Segment Start: Information supplied

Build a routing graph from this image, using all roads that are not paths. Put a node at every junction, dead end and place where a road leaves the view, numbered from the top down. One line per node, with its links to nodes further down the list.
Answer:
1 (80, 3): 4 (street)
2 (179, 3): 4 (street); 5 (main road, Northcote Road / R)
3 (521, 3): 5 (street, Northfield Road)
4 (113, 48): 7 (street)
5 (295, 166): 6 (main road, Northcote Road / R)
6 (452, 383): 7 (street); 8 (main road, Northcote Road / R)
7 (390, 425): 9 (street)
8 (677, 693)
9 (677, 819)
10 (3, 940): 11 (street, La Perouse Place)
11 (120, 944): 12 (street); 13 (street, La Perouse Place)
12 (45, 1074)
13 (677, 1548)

Segment End: Information supplied

What the task requires →
Set down the records again verbatim, so that each word stays as it is.

Solution to this exercise →
Build a routing graph from this image, using all roads that are not paths. Put a node at every junction, dead end and place where a road leaves the view, numbered from the top down. One line per node, with its links to nodes further down the list.
Answer:
1 (80, 3): 4 (street)
2 (179, 3): 4 (street); 5 (main road, Northcote Road / R)
3 (521, 3): 5 (street, Northfield Road)
4 (113, 48): 7 (street)
5 (295, 166): 6 (main road, Northcote Road / R)
6 (452, 383): 7 (street); 8 (main road, Northcote Road / R)
7 (390, 425): 9 (street)
8 (677, 693)
9 (677, 819)
10 (3, 940): 11 (street, La Perouse Place)
11 (120, 944): 12 (street); 13 (street, La Perouse Place)
12 (45, 1074)
13 (677, 1548)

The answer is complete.